イギリス出身のボーカリスとKen Lloyd(vo)とのちにhydeと共にヴァンプス(VAMPS)を結成するK.A.Z(g)を中心に結成されたオブリヴィオン・ダスト(Oblivion Dust)の3rdアルバム
このオブリヴィオン・ダスト(Oblivion Dust)は、日本より先にアメリア西海岸でライブを行う(wiki)など「向こうのハード系アーティスト」が日本で活動しているようなイメージのアーティストであり、音楽性も「他のハード系アーティスト」とは明らかに異なる「ナチュラルな洋楽感」を感じるものとなっている。

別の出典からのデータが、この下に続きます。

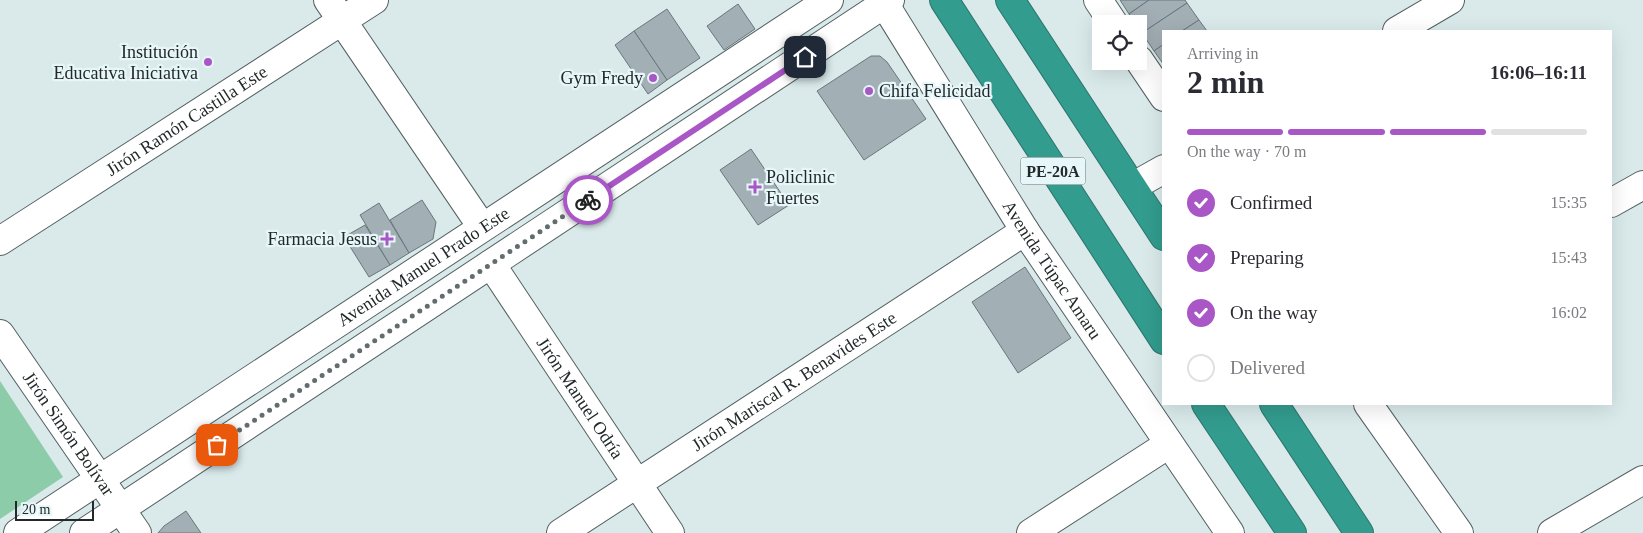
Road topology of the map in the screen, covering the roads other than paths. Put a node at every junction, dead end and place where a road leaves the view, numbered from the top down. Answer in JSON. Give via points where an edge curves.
{"nodes":[{"id":1,"x":374,"y":0,"type":"edge"},
{"id":2,"x":829,"y":0,"type":"edge"},
{"id":3,"x":944,"y":0,"type":"edge"},
{"id":4,"x":1010,"y":0,"type":"edge"},
{"id":5,"x":1098,"y":0,"type":"edge"},
{"id":6,"x":1450,"y":0,"type":"edge"},
{"id":7,"x":886,"y":1,"type":"edge"},
{"id":8,"x":335,"y":10,"type":"edge"},
{"id":9,"x":1108,"y":15,"type":"edge"},
{"id":10,"x":1399,"y":30,"type":"edge"},
{"id":11,"x":1146,"y":70,"type":"edge"},
{"id":12,"x":1162,"y":94,"type":"edge"},
{"id":13,"x":1162,"y":170,"type":"edge"},
{"id":14,"x":1643,"y":185,"type":"edge"},
{"id":15,"x":1132,"y":187,"type":"junction"},
{"id":16,"x":1612,"y":202,"type":"edge"},
{"id":17,"x":482,"y":228,"type":"junction"},
{"id":18,"x":1025,"y":231,"type":"junction"},
{"id":19,"x":1162,"y":233,"type":"edge"},
{"id":20,"x":0,"y":241,"type":"edge"},
{"id":21,"x":491,"y":264,"type":"junction"},
{"id":22,"x":0,"y":334,"type":"edge"},
{"id":23,"x":1162,"y":337,"type":"edge"},
{"id":24,"x":1207,"y":405,"type":"edge"},
{"id":25,"x":1275,"y":405,"type":"edge"},
{"id":26,"x":1369,"y":405,"type":"edge"},
{"id":27,"x":1169,"y":444,"type":"junction"},
{"id":28,"x":100,"y":479,"type":"junction"},
{"id":29,"x":1643,"y":480,"type":"edge"},
{"id":30,"x":637,"y":484,"type":"junction"},
{"id":31,"x":121,"y":508,"type":"junction"},
{"id":32,"x":18,"y":533,"type":"edge"},
{"id":33,"x":84,"y":533,"type":"edge"},
{"id":34,"x":138,"y":533,"type":"edge"},
{"id":35,"x":561,"y":533,"type":"edge"},
{"id":36,"x":670,"y":533,"type":"edge"},
{"id":37,"x":1031,"y":533,"type":"edge"},
{"id":38,"x":1230,"y":533,"type":"edge"},
{"id":39,"x":1292,"y":533,"type":"edge"},
{"id":40,"x":1359,"y":533,"type":"edge"},
{"id":41,"x":1459,"y":533,"type":"edge"},
{"id":42,"x":1552,"y":533,"type":"edge"}],
"edges":[{"from":1,"to":8,"type":"street","name":"Jirón Ramón Castilla Este"},
{"from":2,"to":17,"type":"street","name":"Avenida Manuel Prado Este"},
{"from":3,"to":23,"type":"highway","number":"PE-20A"},
{"from":4,"to":15,"type":"highway","number":"PE-20A"},
{"from":5,"to":9,"type":"street"},
{"from":6,"to":10,"type":"street"},
{"from":7,"to":18,"type":"street","name":"Avenida Túpac Amaru"},
{"from":7,"to":21,"type":"street","name":"Avenida Manuel Prado Este"},
{"from":8,"to":17,"type":"street"},
{"from":8,"to":20,"type":"street","name":"Jirón Ramón Castilla Este"},
{"from":11,"to":12,"type":"street"},
{"from":13,"to":15,"type":"street"},
{"from":14,"to":16,"type":"street"},
{"from":15,"to":19,"type":"highway","number":"PE-20A"},
{"from":17,"to":28,"type":"street","name":"Avenida Manuel Prado Este"},
{"from":18,"to":27,"type":"street","name":"Avenida Túpac Amaru"},
{"from":18,"to":30,"type":"street","name":"Jirón Mariscal R. Benavides Este"},
{"from":21,"to":30,"type":"street","name":"Jirón Manuel Odría"},
{"from":21,"to":31,"type":"street","name":"Avenida Manuel Prado Este"},
{"from":22,"to":28,"type":"street","name":"Jirón Simón Bolívar"},
{"from":24,"to":39,"type":"highway"},
{"from":25,"to":40,"type":"highway"},
{"from":26,"to":41,"type":"street"},
{"from":27,"to":37,"type":"street"},
{"from":27,"to":38,"type":"street","name":"Avenida Túpac Amaru"},
{"from":28,"to":31,"type":"street","name":"Jirón Simón Bolívar"},
{"from":28,"to":32,"type":"street","name":"Avenida Manuel Prado Este"},
{"from":29,"to":42,"type":"street"},
{"from":30,"to":35,"type":"street","name":"Jirón Mariscal R. Benavides Este"},
{"from":30,"to":36,"type":"street","name":"Jirón Manuel Odría"},
{"from":31,"to":33,"type":"street","name":"Avenida Manuel Prado Este"},
{"from":31,"to":34,"type":"street","name":"Jirón Simón Bolívar"}]}
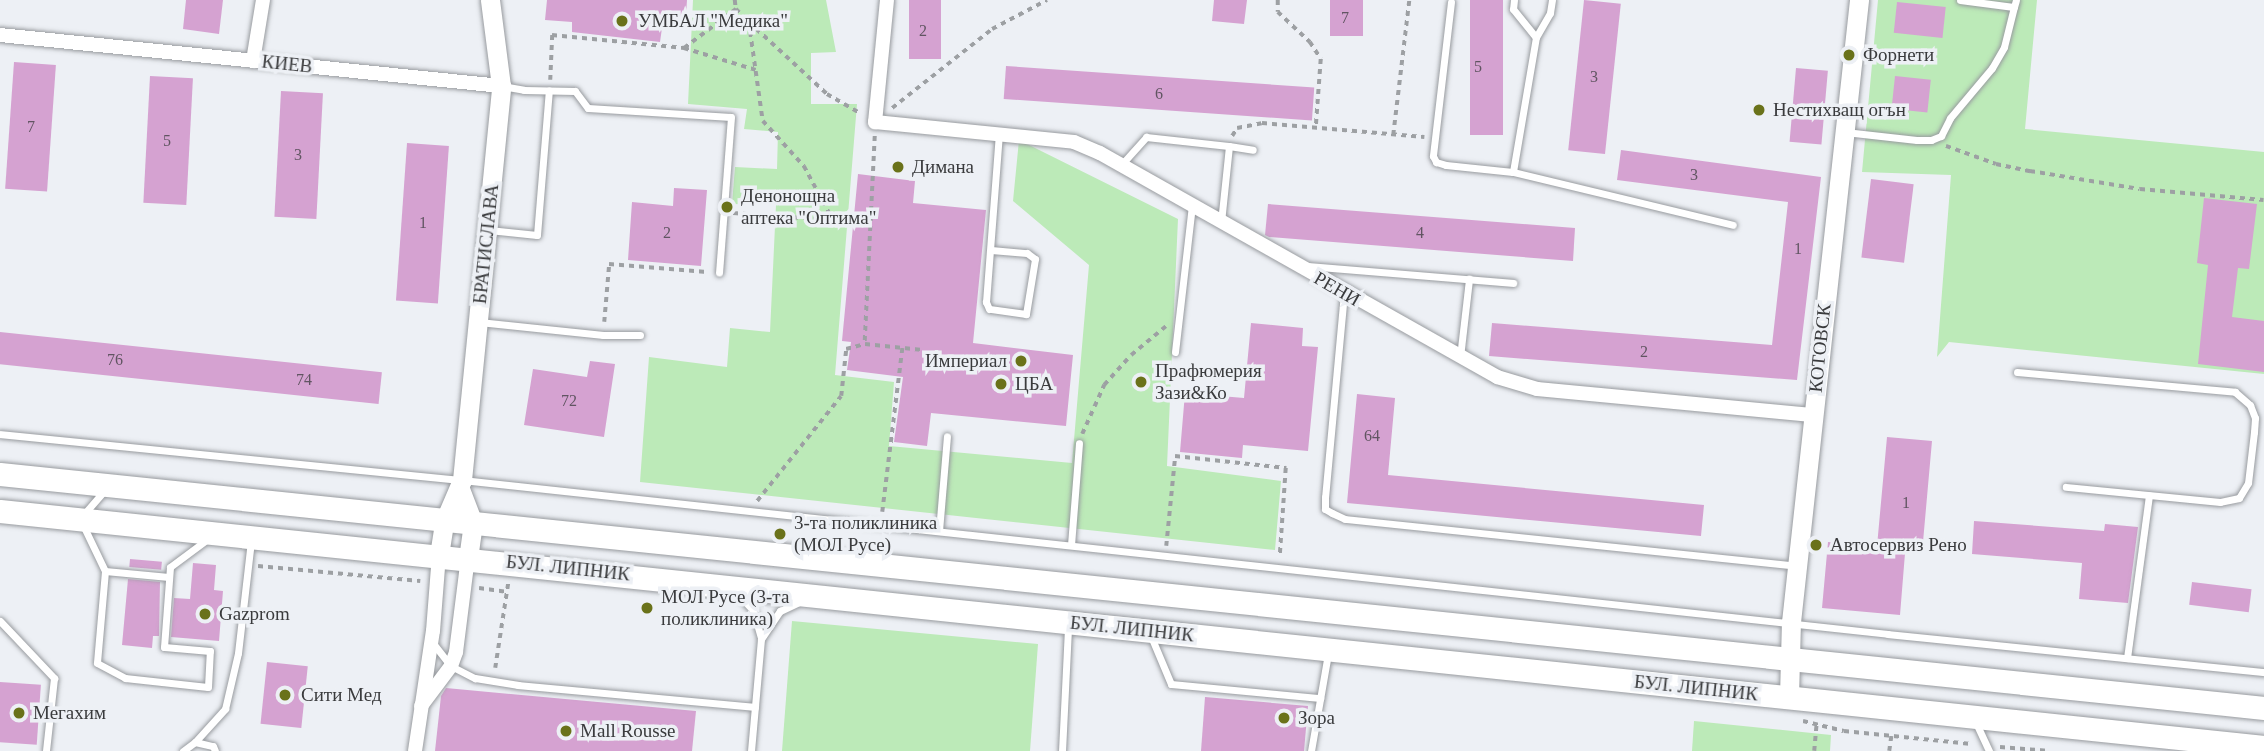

90年代後半の日本の音楽シーンにおいて「グランジ的な気怠さやノイズ」を曲に反映したアーティストは勿論存在していたのだが、彼らの多くは自分達の音楽に「ひと癖加える為」の手段として「グランジ的な気怠さやノイズ」を起用していたような印象があるのだが、このオブリヴィオン・ダスト(Oblivion Dust)というアーティストは、USグランジ・オルタナなどと一切の距離を置かずに「自然に湧き出るもの」というスタンスでナチュラルにUSハードサウンドを聴かせてくれる。
「曲解説」
1 YOU
サイバーで歪んだ音の断片が「DJスクラッチ」のようにリフレインされるヘヴィロック。ヘヴィなサウンドの中に所々「不気味な静けさを感じる静のパート」が挿入されており、ヘヴィなサウンドが一層ヘヴィに響き渡る仕掛けとなっている。「FXXK YOU!」を連呼するKen Lloyd(vo)の怒りに満ちたシャウトは当時隆盛を極めていたUSヘヴィロックと共振する。
2 COME ALIVE
「静」→「動」のダイナミズムを強調したグランジ的な展開とK.A.Z(g)の「どんよりした曇り空」のようなギターサウンドが印象に残る曲。Ken Lloyd(vo)のボーカルラインは「泥水」のような質感で曲にダーティーな質感を与えている。
3 CRAZY
レディオヘッド(radiohead)の2ndアルバム「The Bends」からの影響を感じるシンプルなエモーショナルロック。K.A.Z(g)のギターサウンドは「気怠くスロー」であり主張は控えめなのだが独特の存在感がある。Ken Lloyd(vo)のボーカルは「痛み」と「喪失感」をエモーショナルに表現しており、歌詞は「君の不思議な薬でしか止まることのない痛み」についてである。
4 30
「スペーシーな音響のループ」と「ハイテンションなグランジロック」が並走するサビがインパクト大の曲。Ken Lloyd(vo)のボーカルはやはり怒りに満ちている。
6 ALIEN
「気怠い黄昏」のようなアルペジオを中心に展開されるダークなバラード。多重録音されたKen Lloyd(vo)のボーカルが幻想的な雰囲気を醸し出している。
7 GIRLIE BOY IMITATION #6
重低音が強調されたヘヴィリフが躍動するハードチューン。K.A.Z(g)のギターサウンドはあまりエフェクターを使っていないウォームな響きだが不思議とヘヴィに響き渡る。この不思議なヘヴィ感はトニー・アイオミ/ブラック・サバス(Black Sabbath)を彷彿とさせる。
8 NO MEDICATION
「地下のダークな実験室」のような音響を感じるサイバーなロックチューン。DJスクラッチや「動物の鳴き声にエフェクトをかけた」ような効果音がアクセントとなっており、サビは「USロック以上にUSロックな響き」である。
9 PLASTIC WINGS
「ザクザクした刻みリフ」と「空間を構築する立体的なアルペジオ」の対比が面白く、メランコリックだが疾走するタイプの曲でスマッシング・パンプキンズ(The Smashing Pumpkins)からの影響を感じられる。Ken Lloyd(vo)のボーカルは耽美的なファルセットを活用している
11 GOODBYE
退廃的でダークなUKロックをパンク調に演奏したようなタイプの曲。K.A.Z(g)のギターサウンドはシンプルではあるが「マイナー調のディープなコードワーク」「直線的なオクターブ奏法」を効果的に使い存在感を放っている。
12 YOUR YESTERDAY
クラシカルな弦楽器の調べが「黄昏の港町」を連想するバラード。「僅かな望み」のようなアルペジオがセンチメンタルな響きのKen Lloyd(vo)のボーカルを優しく包み込む。